An alternative to externally heated materials synthesis that uses thermochemical energy provided by chosen reactants is known as solid-state metathesis (SSM).^47–50 Self-propagating SSM reactions can be initiated by brief reactant heating with a heated filament (ignition reaction) and the exothermic energy released is sufficient to initiate further reactions from surrounding reactants. SSM reactions are complete in a few seconds and usually yield polycrystalline micrometer-sized particle aggregates. The exothermicity of SSM reactions is often dictated by the formation of a stable byproduct salt (e.g., NaCl or MgCl₂) that becomes briefly molten during the reaction and can facilitate diffusion and crystallization.⁴⁸ Ignition SSM reactions have been used to synthesize a variety of transition metal compounds including metal phosphides,^51,52 nitrides,^53,54 oxides,^55,56 sulphides,⁵⁷ and few ternary mixed metal and non-metal compounds.^57–60 Typical SSM approaches to metal boride synthesis rely on either ignition or furnace initiated reactions between metal halides and MgB₂.^24,61 Our recent work showed that a rapid SSM strategy is successful with three mixed reactants [metal chloride, magnesium powder, and amorphous boron] to produce crystalline FeB, CoB, and NiB.⁶² Several of these metal borides show moderate activity in HER and OER electrocatalysis.

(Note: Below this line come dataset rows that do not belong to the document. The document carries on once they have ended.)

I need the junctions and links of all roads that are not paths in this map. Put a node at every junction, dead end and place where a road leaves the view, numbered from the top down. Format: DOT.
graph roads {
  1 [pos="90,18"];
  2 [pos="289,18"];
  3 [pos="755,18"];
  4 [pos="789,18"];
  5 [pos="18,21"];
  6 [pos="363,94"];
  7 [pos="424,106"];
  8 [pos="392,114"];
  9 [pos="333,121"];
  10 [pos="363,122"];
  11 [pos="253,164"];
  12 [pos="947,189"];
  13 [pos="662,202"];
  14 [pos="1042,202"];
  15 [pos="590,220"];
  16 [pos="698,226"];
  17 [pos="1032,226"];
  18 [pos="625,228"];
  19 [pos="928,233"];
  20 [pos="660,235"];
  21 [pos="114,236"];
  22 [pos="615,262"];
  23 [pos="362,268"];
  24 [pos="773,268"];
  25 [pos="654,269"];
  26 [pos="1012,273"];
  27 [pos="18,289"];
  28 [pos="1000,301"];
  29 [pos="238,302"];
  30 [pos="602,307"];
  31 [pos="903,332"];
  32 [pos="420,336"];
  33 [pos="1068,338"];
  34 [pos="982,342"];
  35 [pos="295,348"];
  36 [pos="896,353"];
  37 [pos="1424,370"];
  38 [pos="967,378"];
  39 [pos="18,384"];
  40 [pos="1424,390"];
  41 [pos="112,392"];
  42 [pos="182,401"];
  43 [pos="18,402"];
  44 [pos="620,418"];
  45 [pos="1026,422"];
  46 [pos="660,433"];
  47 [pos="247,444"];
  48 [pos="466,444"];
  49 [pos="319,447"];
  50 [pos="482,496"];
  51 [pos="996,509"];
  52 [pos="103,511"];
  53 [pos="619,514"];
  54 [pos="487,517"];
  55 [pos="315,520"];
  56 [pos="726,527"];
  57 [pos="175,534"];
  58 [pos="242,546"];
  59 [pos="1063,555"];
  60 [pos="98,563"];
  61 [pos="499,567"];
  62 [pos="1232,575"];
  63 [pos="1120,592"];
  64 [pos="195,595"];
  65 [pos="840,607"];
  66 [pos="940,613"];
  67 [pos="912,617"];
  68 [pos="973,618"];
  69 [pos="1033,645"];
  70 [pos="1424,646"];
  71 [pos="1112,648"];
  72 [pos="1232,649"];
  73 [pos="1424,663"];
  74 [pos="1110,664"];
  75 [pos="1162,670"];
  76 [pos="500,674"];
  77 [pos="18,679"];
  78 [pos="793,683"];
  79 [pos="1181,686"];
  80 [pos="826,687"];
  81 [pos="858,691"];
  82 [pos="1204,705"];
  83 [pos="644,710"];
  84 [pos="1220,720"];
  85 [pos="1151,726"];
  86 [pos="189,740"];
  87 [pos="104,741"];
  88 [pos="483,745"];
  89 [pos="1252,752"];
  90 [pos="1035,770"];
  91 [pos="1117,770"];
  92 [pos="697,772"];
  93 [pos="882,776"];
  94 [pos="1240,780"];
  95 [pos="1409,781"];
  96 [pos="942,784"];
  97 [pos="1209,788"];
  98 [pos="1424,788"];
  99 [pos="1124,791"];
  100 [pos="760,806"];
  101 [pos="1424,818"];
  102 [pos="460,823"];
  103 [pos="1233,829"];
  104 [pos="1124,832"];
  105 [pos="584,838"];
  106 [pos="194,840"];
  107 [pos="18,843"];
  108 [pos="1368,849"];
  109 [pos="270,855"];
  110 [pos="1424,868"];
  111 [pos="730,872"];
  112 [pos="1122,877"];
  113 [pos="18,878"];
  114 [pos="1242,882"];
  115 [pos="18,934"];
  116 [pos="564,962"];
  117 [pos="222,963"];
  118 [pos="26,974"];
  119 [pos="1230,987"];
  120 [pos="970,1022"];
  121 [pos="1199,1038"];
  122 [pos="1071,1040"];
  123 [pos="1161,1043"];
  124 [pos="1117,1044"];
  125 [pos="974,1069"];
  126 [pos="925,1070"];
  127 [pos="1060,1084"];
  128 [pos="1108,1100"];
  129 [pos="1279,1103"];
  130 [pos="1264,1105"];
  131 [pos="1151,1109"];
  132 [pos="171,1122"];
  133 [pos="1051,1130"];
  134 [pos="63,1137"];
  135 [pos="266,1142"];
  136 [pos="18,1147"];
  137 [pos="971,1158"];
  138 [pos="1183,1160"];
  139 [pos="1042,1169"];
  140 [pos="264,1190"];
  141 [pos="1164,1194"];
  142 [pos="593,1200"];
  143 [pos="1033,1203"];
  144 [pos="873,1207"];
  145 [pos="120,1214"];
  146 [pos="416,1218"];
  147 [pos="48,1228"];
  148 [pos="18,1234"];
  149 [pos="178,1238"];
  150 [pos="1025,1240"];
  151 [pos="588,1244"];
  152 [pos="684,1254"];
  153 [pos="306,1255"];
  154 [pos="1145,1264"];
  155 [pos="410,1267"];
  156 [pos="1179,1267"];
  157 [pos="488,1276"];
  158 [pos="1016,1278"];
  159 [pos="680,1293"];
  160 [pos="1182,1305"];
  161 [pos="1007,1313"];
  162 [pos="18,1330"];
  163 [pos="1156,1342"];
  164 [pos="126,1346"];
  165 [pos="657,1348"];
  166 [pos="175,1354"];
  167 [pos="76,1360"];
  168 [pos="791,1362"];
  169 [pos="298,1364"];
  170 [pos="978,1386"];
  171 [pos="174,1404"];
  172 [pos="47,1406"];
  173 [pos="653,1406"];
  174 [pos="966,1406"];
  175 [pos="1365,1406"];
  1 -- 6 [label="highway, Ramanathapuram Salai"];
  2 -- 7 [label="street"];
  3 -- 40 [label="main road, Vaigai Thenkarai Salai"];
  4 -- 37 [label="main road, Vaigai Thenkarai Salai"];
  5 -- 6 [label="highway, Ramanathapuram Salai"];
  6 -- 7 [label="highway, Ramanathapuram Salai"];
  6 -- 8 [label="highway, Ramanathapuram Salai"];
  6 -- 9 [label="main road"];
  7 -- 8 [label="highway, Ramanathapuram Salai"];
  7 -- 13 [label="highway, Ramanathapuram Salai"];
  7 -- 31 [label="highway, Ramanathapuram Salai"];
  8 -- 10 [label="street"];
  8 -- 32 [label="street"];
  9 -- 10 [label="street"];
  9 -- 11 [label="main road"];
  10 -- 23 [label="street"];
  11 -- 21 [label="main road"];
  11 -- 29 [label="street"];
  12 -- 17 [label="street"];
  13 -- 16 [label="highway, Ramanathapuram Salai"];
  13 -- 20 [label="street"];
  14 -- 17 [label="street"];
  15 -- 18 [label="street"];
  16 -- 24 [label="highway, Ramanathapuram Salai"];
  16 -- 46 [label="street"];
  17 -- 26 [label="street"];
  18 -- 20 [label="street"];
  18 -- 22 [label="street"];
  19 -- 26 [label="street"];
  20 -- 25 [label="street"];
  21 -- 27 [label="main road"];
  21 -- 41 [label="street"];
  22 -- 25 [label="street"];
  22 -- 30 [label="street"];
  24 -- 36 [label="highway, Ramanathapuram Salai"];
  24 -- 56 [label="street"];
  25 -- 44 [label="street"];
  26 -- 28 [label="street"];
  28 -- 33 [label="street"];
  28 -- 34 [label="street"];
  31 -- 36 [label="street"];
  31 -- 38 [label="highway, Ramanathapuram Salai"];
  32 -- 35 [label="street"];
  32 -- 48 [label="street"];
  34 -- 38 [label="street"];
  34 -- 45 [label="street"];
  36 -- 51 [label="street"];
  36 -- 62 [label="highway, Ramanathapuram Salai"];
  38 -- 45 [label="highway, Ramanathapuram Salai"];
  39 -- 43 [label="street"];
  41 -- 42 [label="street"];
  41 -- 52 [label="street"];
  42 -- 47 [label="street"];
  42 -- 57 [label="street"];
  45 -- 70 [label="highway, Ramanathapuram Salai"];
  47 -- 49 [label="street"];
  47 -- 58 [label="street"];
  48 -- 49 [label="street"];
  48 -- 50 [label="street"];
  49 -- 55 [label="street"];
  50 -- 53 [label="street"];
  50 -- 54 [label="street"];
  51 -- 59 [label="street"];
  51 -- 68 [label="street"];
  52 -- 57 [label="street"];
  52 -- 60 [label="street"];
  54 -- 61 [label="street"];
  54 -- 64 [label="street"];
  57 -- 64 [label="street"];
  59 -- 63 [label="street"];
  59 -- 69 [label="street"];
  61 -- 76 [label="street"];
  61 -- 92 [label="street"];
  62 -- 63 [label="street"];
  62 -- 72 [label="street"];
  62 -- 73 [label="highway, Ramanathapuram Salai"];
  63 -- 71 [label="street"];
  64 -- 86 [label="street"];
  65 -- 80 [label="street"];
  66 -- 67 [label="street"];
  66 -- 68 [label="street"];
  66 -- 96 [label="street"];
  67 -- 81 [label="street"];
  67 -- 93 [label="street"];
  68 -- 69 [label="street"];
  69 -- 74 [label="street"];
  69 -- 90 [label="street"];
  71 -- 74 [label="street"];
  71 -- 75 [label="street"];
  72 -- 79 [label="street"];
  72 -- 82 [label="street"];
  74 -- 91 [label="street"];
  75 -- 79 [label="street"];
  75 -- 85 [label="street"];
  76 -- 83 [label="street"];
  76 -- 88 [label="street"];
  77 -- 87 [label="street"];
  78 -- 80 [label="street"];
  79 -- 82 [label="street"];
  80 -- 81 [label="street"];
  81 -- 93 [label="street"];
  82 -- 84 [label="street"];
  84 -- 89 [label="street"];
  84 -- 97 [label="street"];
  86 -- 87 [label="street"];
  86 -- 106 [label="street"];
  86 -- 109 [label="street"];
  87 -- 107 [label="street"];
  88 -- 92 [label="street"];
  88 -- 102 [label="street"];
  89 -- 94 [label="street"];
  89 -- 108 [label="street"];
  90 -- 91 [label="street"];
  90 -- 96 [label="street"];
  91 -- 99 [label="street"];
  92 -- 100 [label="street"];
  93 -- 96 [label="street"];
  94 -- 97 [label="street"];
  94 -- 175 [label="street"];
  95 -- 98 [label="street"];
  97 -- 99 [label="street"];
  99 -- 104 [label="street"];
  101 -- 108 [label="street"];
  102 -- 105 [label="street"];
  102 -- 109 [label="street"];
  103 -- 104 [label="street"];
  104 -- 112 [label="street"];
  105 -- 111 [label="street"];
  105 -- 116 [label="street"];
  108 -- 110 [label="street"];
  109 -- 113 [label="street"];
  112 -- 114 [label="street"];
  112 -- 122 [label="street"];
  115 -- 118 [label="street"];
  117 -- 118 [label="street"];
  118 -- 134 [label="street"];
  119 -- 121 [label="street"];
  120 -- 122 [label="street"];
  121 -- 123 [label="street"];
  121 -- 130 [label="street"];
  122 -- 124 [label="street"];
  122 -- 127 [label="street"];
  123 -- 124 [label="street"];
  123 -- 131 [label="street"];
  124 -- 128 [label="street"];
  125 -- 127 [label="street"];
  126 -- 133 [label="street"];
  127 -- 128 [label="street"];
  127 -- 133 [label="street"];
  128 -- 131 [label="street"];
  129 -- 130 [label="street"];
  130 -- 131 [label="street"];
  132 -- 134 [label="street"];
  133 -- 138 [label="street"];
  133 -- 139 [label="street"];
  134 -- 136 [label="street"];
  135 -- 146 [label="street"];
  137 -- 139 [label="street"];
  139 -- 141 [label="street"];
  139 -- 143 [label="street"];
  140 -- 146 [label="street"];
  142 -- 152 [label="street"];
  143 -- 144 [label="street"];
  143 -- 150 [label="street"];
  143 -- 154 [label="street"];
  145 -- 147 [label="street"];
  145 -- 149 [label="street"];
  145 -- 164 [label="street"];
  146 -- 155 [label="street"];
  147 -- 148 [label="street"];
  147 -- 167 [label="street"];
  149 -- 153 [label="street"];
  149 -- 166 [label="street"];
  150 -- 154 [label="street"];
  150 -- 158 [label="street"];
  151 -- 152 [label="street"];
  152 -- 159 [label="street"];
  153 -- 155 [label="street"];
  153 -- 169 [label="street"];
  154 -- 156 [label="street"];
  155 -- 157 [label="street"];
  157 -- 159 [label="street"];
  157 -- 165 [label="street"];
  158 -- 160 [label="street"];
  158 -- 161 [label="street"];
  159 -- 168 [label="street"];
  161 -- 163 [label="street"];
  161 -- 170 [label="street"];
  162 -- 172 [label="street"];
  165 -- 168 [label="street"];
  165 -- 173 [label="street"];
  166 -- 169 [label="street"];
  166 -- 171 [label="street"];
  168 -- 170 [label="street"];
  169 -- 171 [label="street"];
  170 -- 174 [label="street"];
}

Some recent studies have measured HER or OER electrocatalytic enhancements for mixed metal borides over their binary boride parent structures that are ascribed to synergistic effects from both metals being present on the boride surface. The mixed metal borides' increased catalytic activity has also been linked to the formation of specific morphologies^63,64 or favorable alterations in electronic structure or conductivity.^11,12,65 Co–Fe–B structures have been produced as crystalline or amorphous phases via liquid phase synthesis methods (chemical reduction, hydrothermal reactions, and molten-salt assisted borothermal reduction), but post-reaction calcination is often required to obtain crystalline metal borides.^{11,12,63–67} Some prior studies used amorphous or poorly crystalline mixed-metal borides, making it difficult to clearly compare catalytic metal boride activities from different studies.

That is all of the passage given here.